**Aim of the task**
Every record should be restated exactly, with no images included.

**Given records**

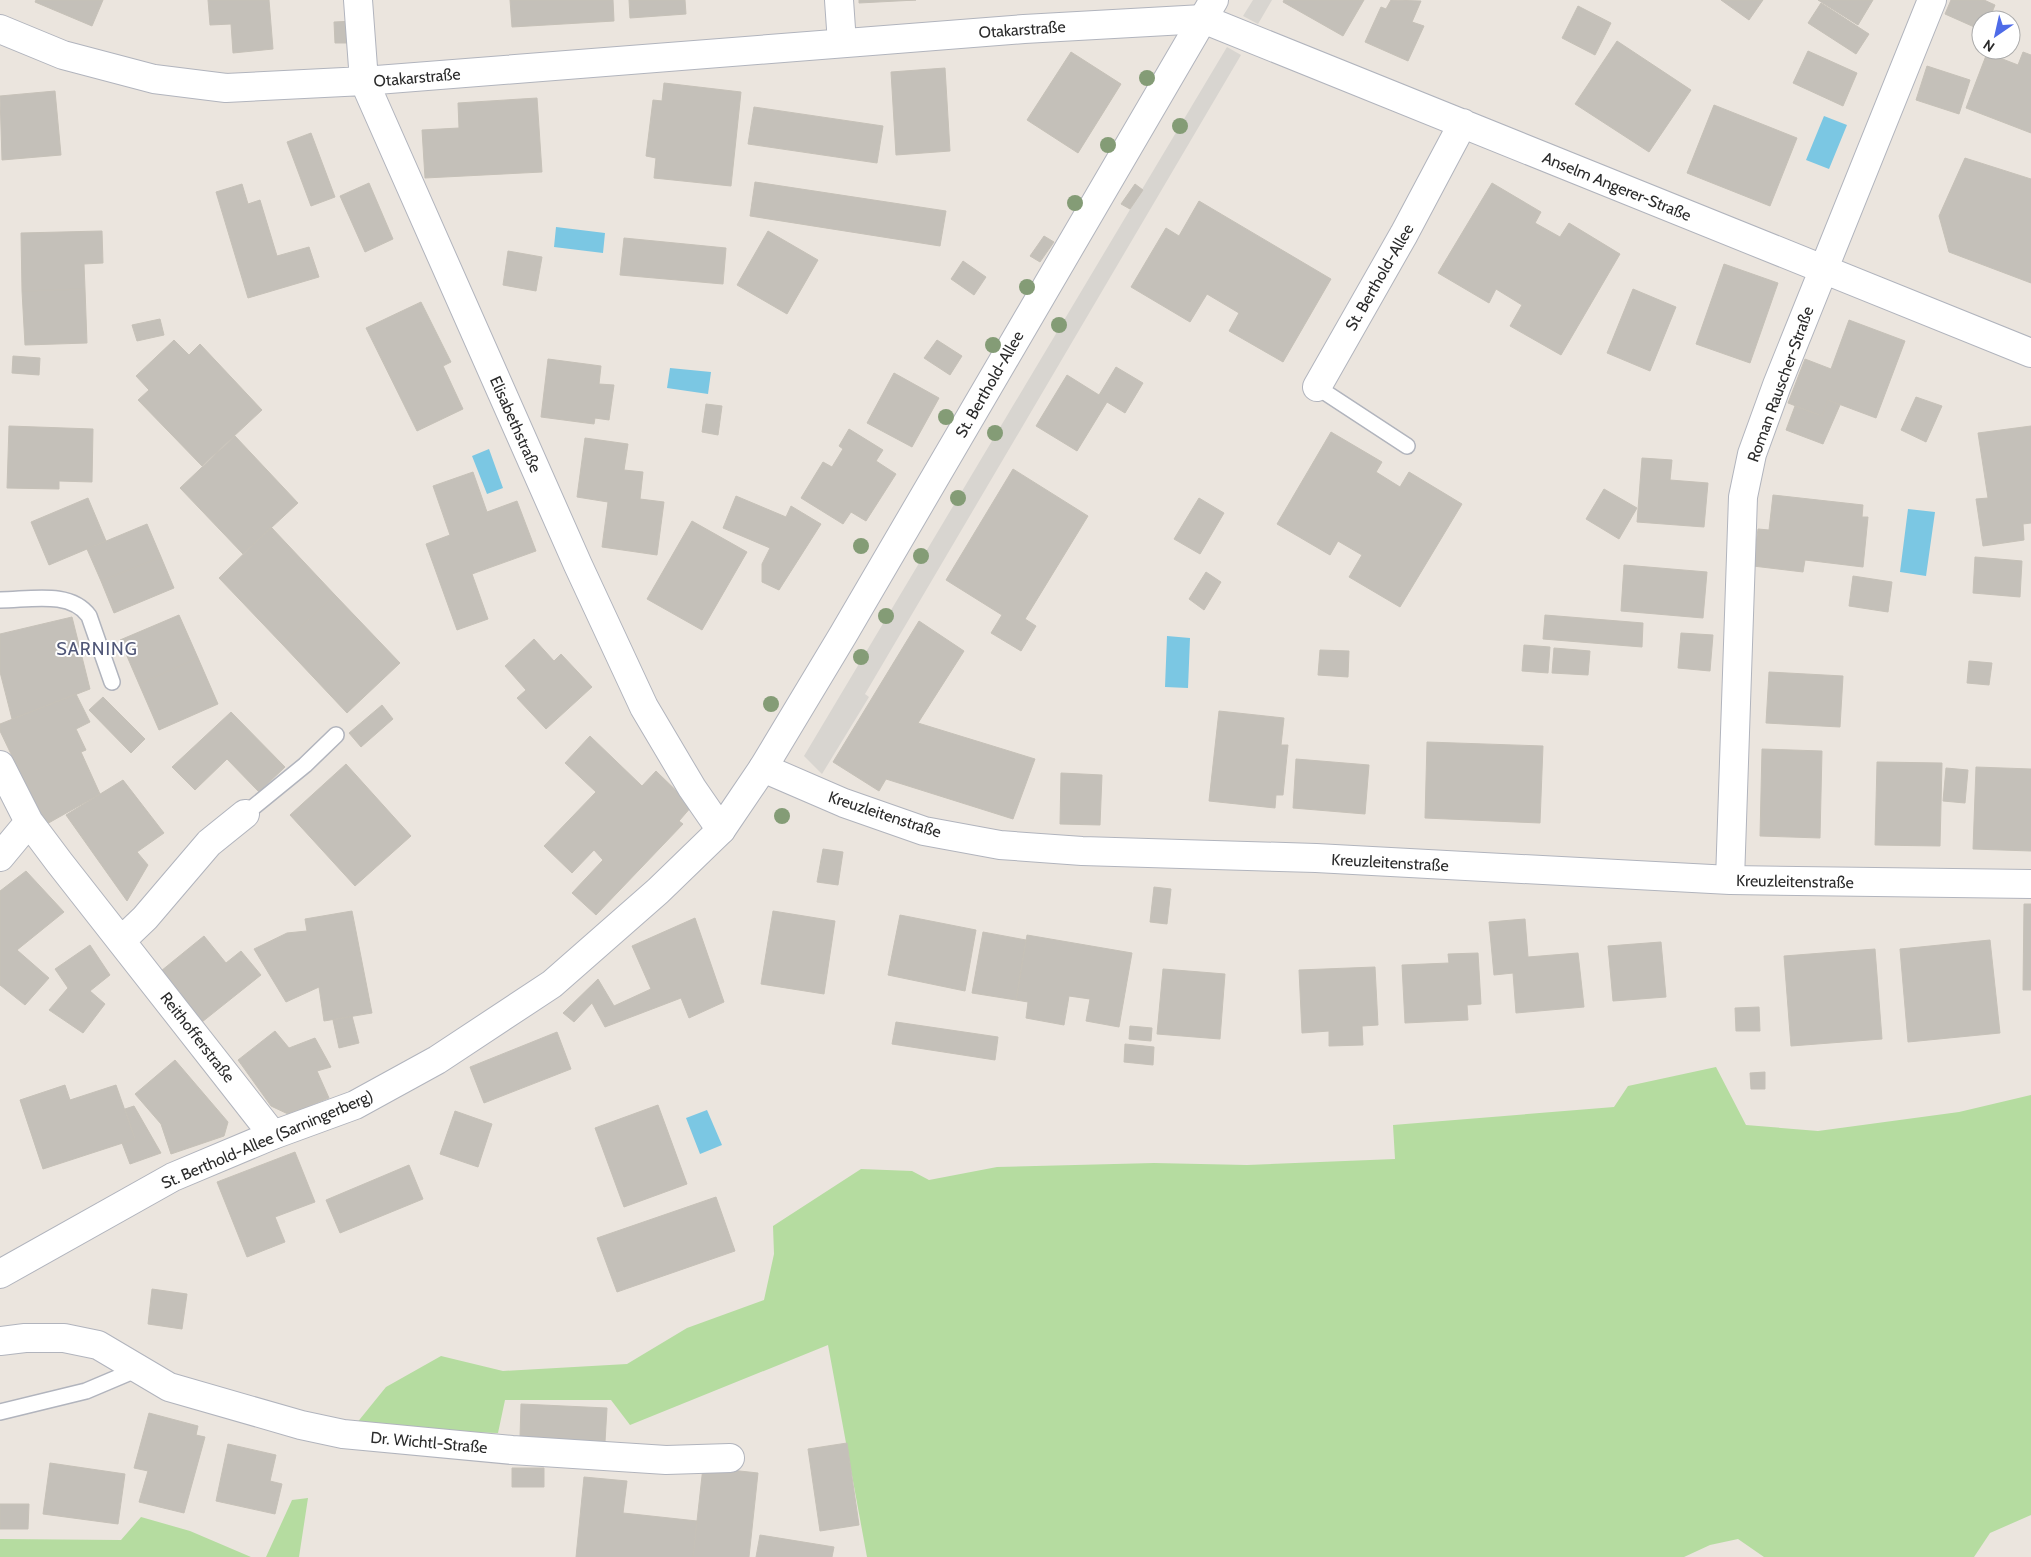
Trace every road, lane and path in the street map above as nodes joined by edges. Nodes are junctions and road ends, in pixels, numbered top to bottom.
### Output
1 (358, 0) edge
2 (838, 0) edge
3 (1932, 0) edge
4 (1208, 9) edge
5 (0, 29) edge
6 (842, 43) junction
7 (364, 82) junction
8 (1463, 123) junction
9 (1822, 269) junction
10 (2031, 353) edge
11 (1316, 387) joint
12 (1407, 446) dead end
13 (0, 600) edge
14 (112, 682) dead end
15 (336, 735) dead end
16 (0, 765) edge
17 (763, 768) junction
18 (245, 814) joint
19 (29, 822) junction
20 (721, 830) junction
21 (0, 857) edge
22 (1730, 880) junction
23 (2031, 884) edge
24 (122, 940) junction
25 (274, 1135) junction
26 (0, 1274) edge
27 (0, 1341) edge
28 (138, 1369) junction
29 (0, 1412) edge
30 (730, 1458) dead end

1 - 7 street, Elisabethstraße
2 - 6 street
3 - 9 street, Roman Rauscher-Straße
4 - 6 street, Otakarstraße
4 - 8 street, Anselm Angerer-Straße
4 - 17 street, St. Berthold-Allee
5 - 7 street, Otakarstraße
6 - 7 street, Otakarstraße
7 - 20 street, Elisabethstraße
8 - 9 street, Anselm Angerer-Straße
8 - 11 street, St. Berthold-Allee
9 - 10 street, Anselm Angerer-Straße
9 - 22 street, Roman Rauscher-Straße
11 - 12 lane, St. Berthold-Allee
13 - 14 lane
15 - 18 lane
16 - 19 street, Reithofferstraße
17 - 20 street, St. Berthold-Allee (Sarningerberg)
17 - 22 street, Kreuzleitenstraße
18 - 24 street
19 - 21 street
19 - 24 street, Reithofferstraße
20 - 25 street, St. Berthold-Allee (Sarningerberg)
22 - 23 street, Kreuzleitenstraße
24 - 25 street, Reithofferstraße
25 - 26 street, St. Berthold-Allee (Sarningerberg)
27 - 28 street, Dr. Wichtl-Straße
28 - 29 lane
28 - 30 street, Dr. Wichtl-Straße

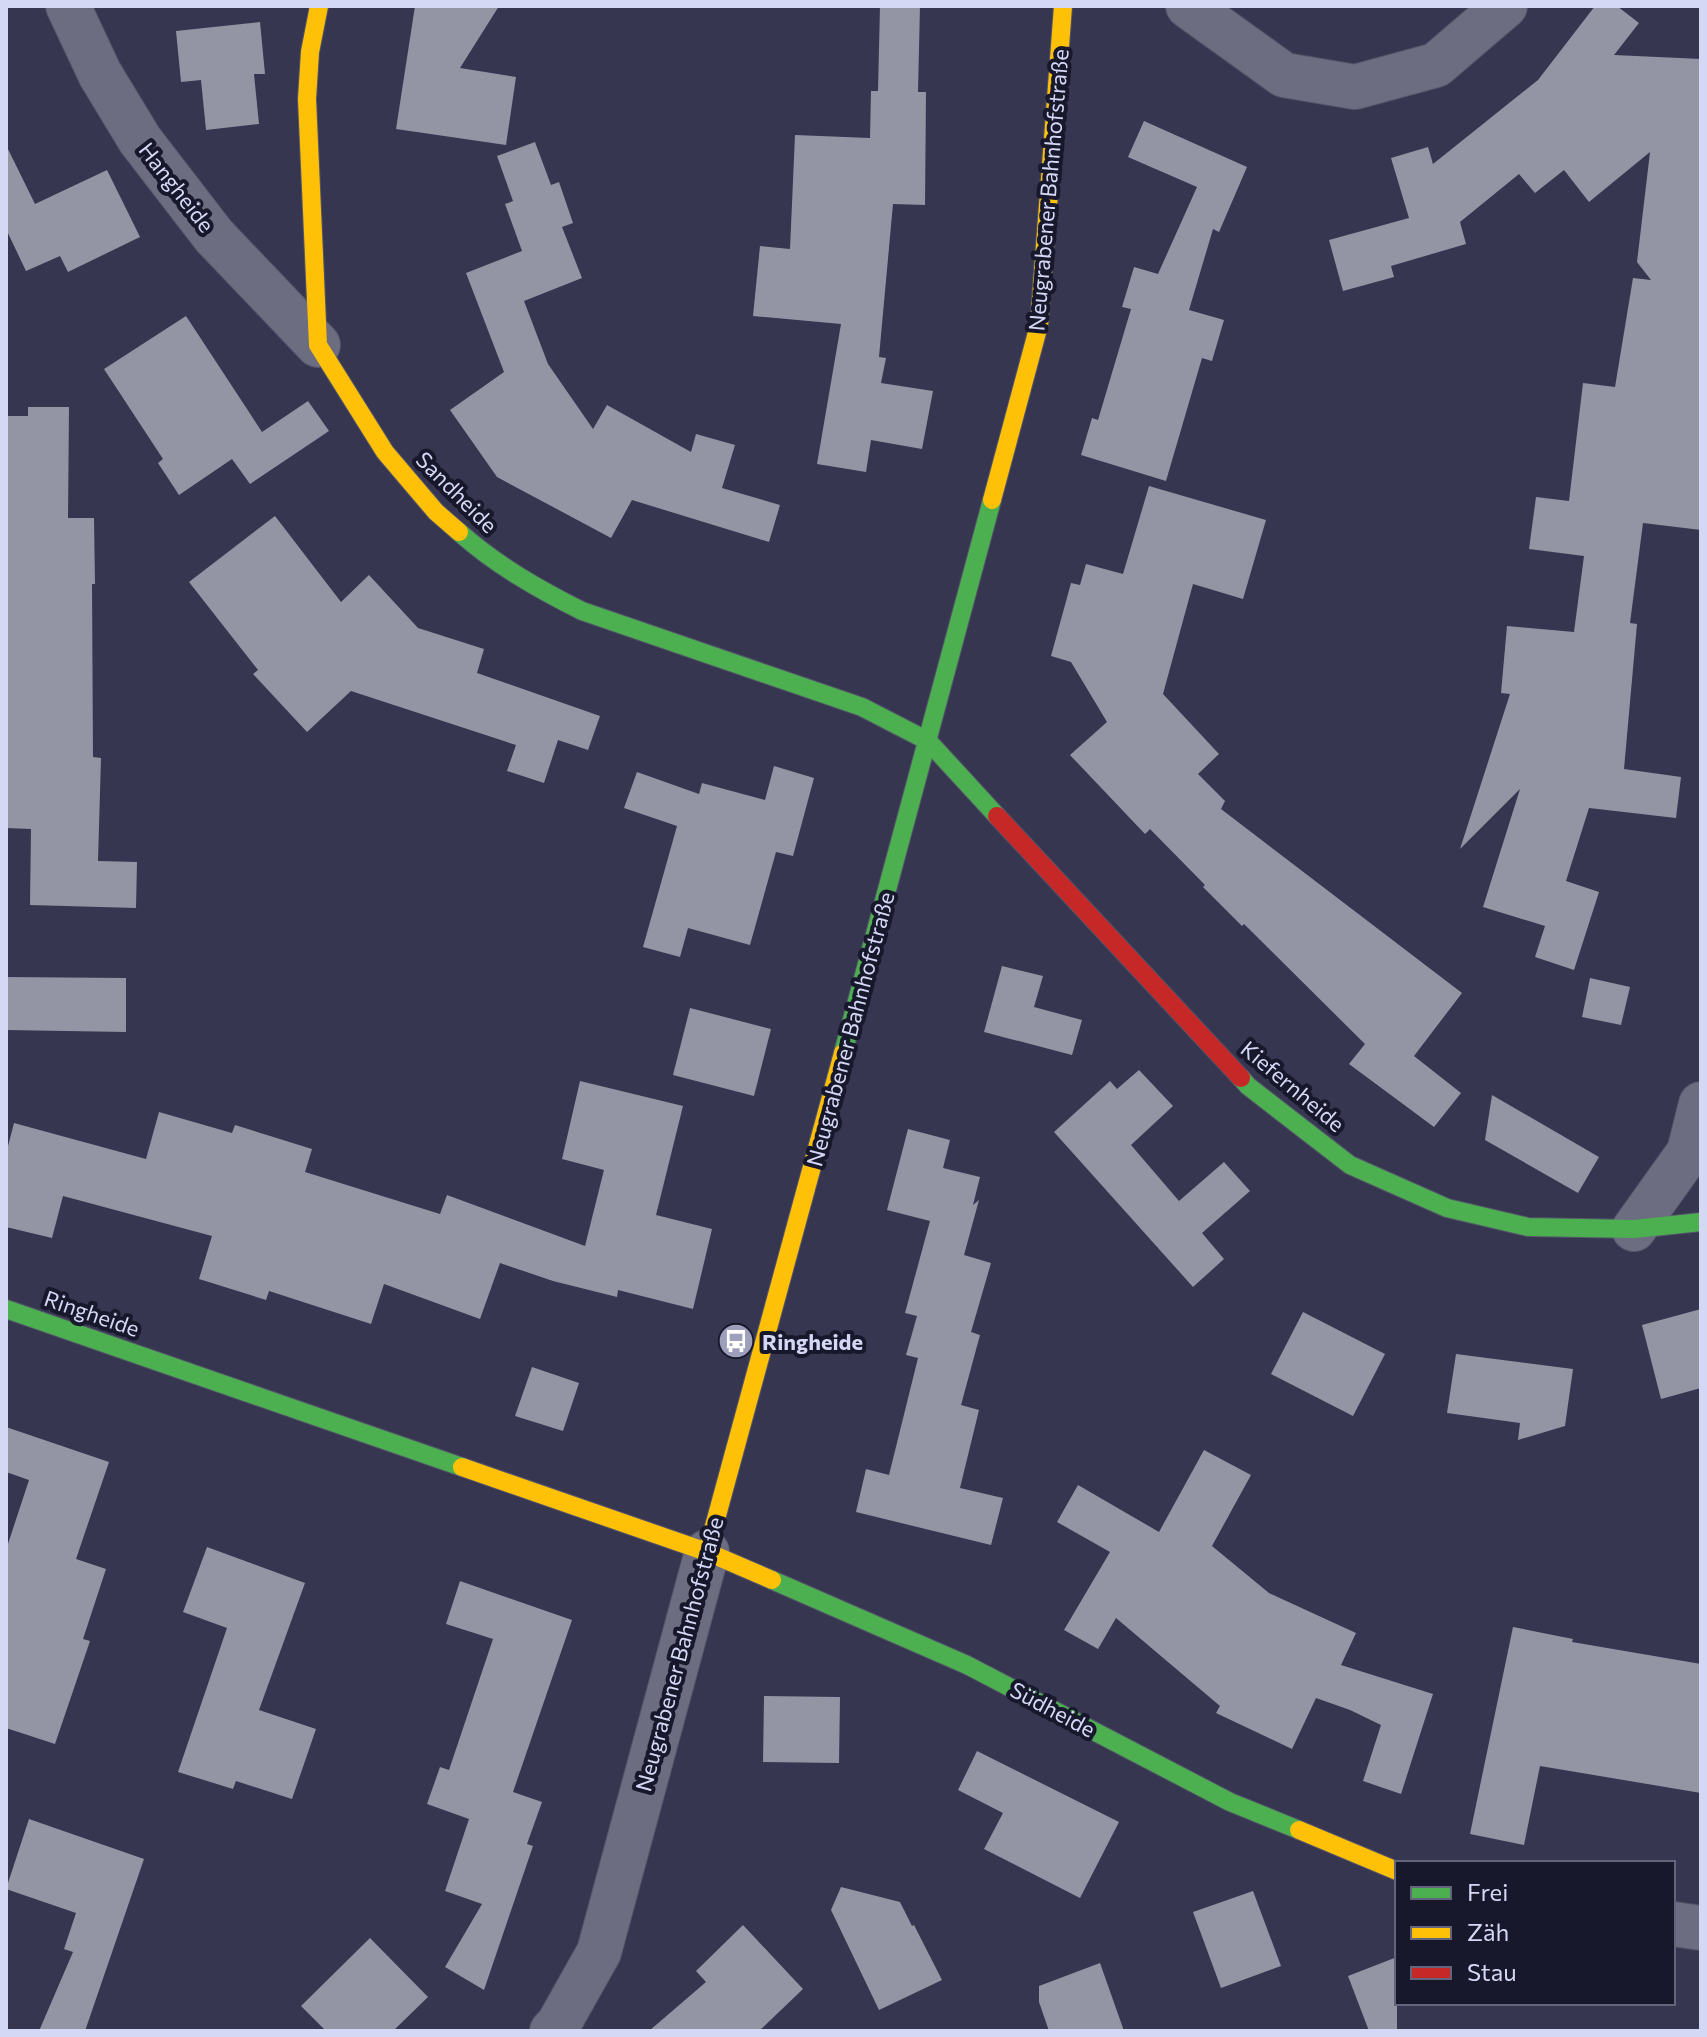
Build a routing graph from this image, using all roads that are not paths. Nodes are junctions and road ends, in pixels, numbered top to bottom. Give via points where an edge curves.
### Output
1 (68, 6) edge
2 (319, 6) edge
3 (1063, 6) edge
4 (1188, 6) edge
5 (1505, 6) edge
6 (318, 345) junction
7 (928, 741) junction
8 (1701, 1104) edge
9 (1701, 1222) edge
10 (1634, 1229) junction
11 (6, 1309) edge
12 (707, 1552) junction
13 (1395, 1870) edge
14 (1675, 1924) edge
15 (1701, 1928) edge
16 (552, 2031) edge

1 - 6 street, Hangheide via 140,140 214,236
2 - 6 street, Sandheide via 307,99
3 - 7 street, Neugrabener Bahnhofstraße via 1039,325
4 - 5 street via 1284,75 1355,87 1436,65
6 - 7 street, Sandheide via 411,484 436,512 507,570 582,611 862,707
7 - 10 street, Kiefernheide via 1248,1086 1350,1165 1447,1208 1528,1227
7 - 12 street, Neugrabener Bahnhofstraße
8 - 10 street via 1689,1152
9 - 10 street, Kiefernheide
11 - 12 street, Ringheide
12 - 13 street, Südheide via 967,1665 1230,1802
12 - 16 street, Neugrabener Bahnhofstraße via 599,1952
14 - 15 street

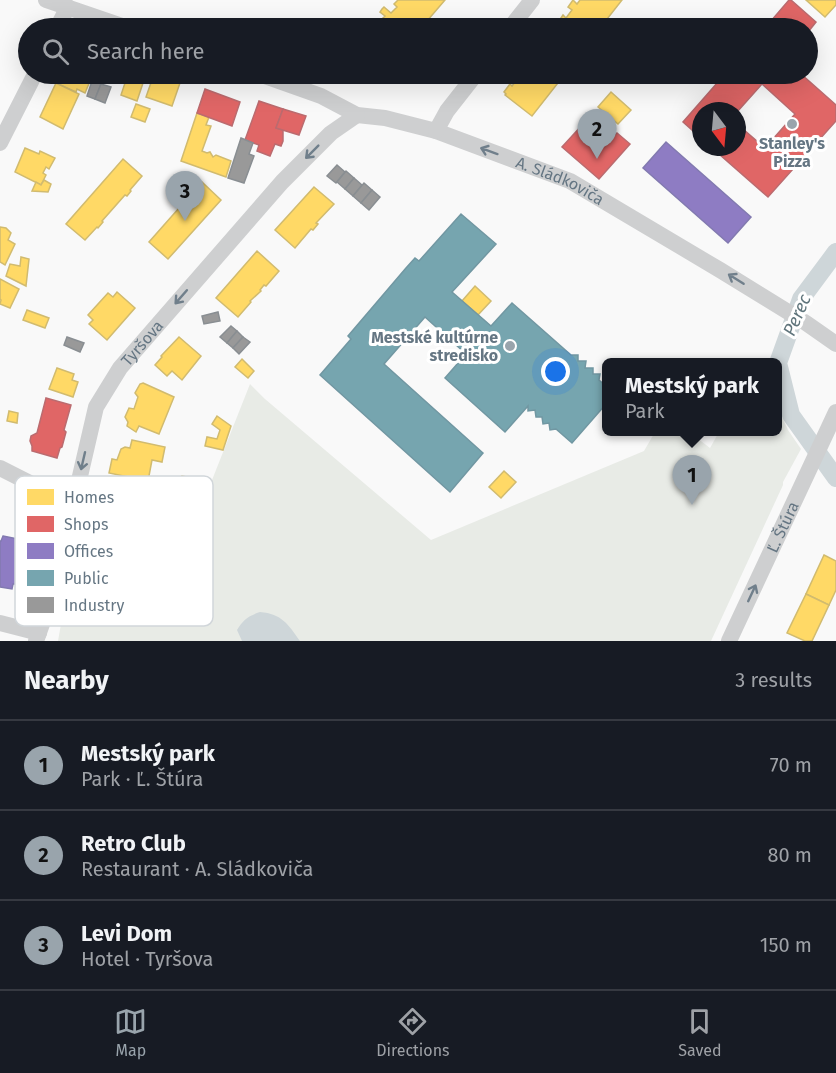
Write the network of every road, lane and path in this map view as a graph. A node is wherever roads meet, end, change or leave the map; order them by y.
1 (46, 0) edge
2 (531, 0) edge
3 (68, 7) junction
4 (62, 18) edge
5 (99, 18) edge
6 (518, 18) edge
7 (30, 84) edge
8 (287, 84) edge
9 (468, 84) edge
10 (357, 115) junction
11 (442, 133) junction
12 (0, 143) edge
13 (836, 344) edge
14 (836, 412) edge
15 (0, 468) edge
16 (16, 476) edge
17 (80, 476) edge
18 (0, 623) edge
19 (38, 638) edge
20 (729, 641) edge

1 - 3 street
2 - 6 street
3 - 4 street
3 - 5 street
7 - 12 street
8 - 10 street, A. Sládkoviča
9 - 11 street
10 - 11 street, A. Sládkoviča
10 -> 17 street, Tyršova
13 -> 11 street, A. Sládkoviča
20 -> 14 street, Ľ. Štúra
15 - 16 street
18 - 19 street

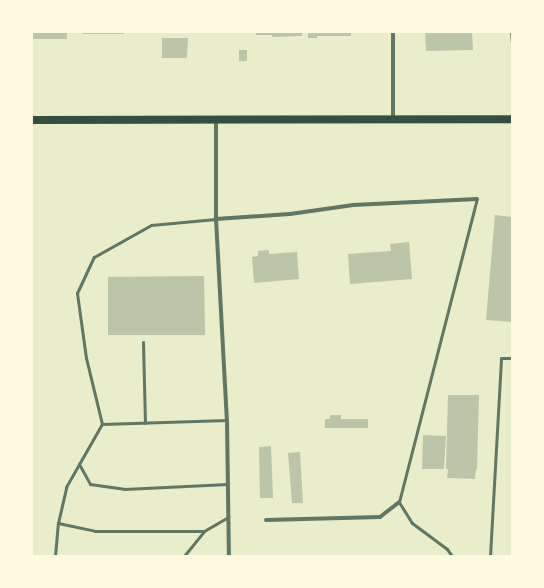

**Reply to the task**
Trace every road, lane and path in the street map above as nodes joined by edges. Nodes are junctions and road ends, in pixels, numbered top to bottom.
### Output
1 (358, 0) edge
2 (838, 0) edge
3 (1932, 0) edge
4 (1208, 9) edge
5 (0, 29) edge
6 (842, 43) junction
7 (364, 82) junction
8 (1463, 123) junction
9 (1822, 269) junction
10 (2031, 353) edge
11 (1316, 387) joint
12 (1407, 446) dead end
13 (0, 600) edge
14 (112, 682) dead end
15 (336, 735) dead end
16 (0, 765) edge
17 (763, 768) junction
18 (245, 814) joint
19 (29, 822) junction
20 (721, 830) junction
21 (0, 857) edge
22 (1730, 880) junction
23 (2031, 884) edge
24 (122, 940) junction
25 (274, 1135) junction
26 (0, 1274) edge
27 (0, 1341) edge
28 (138, 1369) junction
29 (0, 1412) edge
30 (730, 1458) dead end

1 - 7 street, Elisabethstraße
2 - 6 street
3 - 9 street, Roman Rauscher-Straße
4 - 6 street, Otakarstraße
4 - 8 street, Anselm Angerer-Straße
4 - 17 street, St. Berthold-Allee
5 - 7 street, Otakarstraße
6 - 7 street, Otakarstraße
7 - 20 street, Elisabethstraße
8 - 9 street, Anselm Angerer-Straße
8 - 11 street, St. Berthold-Allee
9 - 10 street, Anselm Angerer-Straße
9 - 22 street, Roman Rauscher-Straße
11 - 12 lane, St. Berthold-Allee
13 - 14 lane
15 - 18 lane
16 - 19 street, Reithofferstraße
17 - 20 street, St. Berthold-Allee (Sarningerberg)
17 - 22 street, Kreuzleitenstraße
18 - 24 street
19 - 21 street
19 - 24 street, Reithofferstraße
20 - 25 street, St. Berthold-Allee (Sarningerberg)
22 - 23 street, Kreuzleitenstraße
24 - 25 street, Reithofferstraße
25 - 26 street, St. Berthold-Allee (Sarningerberg)
27 - 28 street, Dr. Wichtl-Straße
28 - 29 lane
28 - 30 street, Dr. Wichtl-Straße

Build a routing graph from this image, using all roads that are not paths. Nodes are junctions and road ends, in pixels, numbered top to bottom. Give via points where an edge curves.
### Output
1 (68, 6) edge
2 (319, 6) edge
3 (1063, 6) edge
4 (1188, 6) edge
5 (1505, 6) edge
6 (318, 345) junction
7 (928, 741) junction
8 (1701, 1104) edge
9 (1701, 1222) edge
10 (1634, 1229) junction
11 (6, 1309) edge
12 (707, 1552) junction
13 (1395, 1870) edge
14 (1675, 1924) edge
15 (1701, 1928) edge
16 (552, 2031) edge

1 - 6 street, Hangheide via 140,140 214,236
2 - 6 street, Sandheide via 307,99
3 - 7 street, Neugrabener Bahnhofstraße via 1039,325
4 - 5 street via 1284,75 1355,87 1436,65
6 - 7 street, Sandheide via 411,484 436,512 507,570 582,611 862,707
7 - 10 street, Kiefernheide via 1248,1086 1350,1165 1447,1208 1528,1227
7 - 12 street, Neugrabener Bahnhofstraße
8 - 10 street via 1689,1152
9 - 10 street, Kiefernheide
11 - 12 street, Ringheide
12 - 13 street, Südheide via 967,1665 1230,1802
12 - 16 street, Neugrabener Bahnhofstraße via 599,1952
14 - 15 street

Write the network of every road, lane and path in this map view as a graph. A node is wherever roads meet, end, change or leave the map; order them by y.
1 (46, 0) edge
2 (531, 0) edge
3 (68, 7) junction
4 (62, 18) edge
5 (99, 18) edge
6 (518, 18) edge
7 (30, 84) edge
8 (287, 84) edge
9 (468, 84) edge
10 (357, 115) junction
11 (442, 133) junction
12 (0, 143) edge
13 (836, 344) edge
14 (836, 412) edge
15 (0, 468) edge
16 (16, 476) edge
17 (80, 476) edge
18 (0, 623) edge
19 (38, 638) edge
20 (729, 641) edge

1 - 3 street
2 - 6 street
3 - 4 street
3 - 5 street
7 - 12 street
8 - 10 street, A. Sládkoviča
9 - 11 street
10 - 11 street, A. Sládkoviča
10 -> 17 street, Tyršova
13 -> 11 street, A. Sládkoviča
20 -> 14 street, Ľ. Štúra
15 - 16 street
18 - 19 street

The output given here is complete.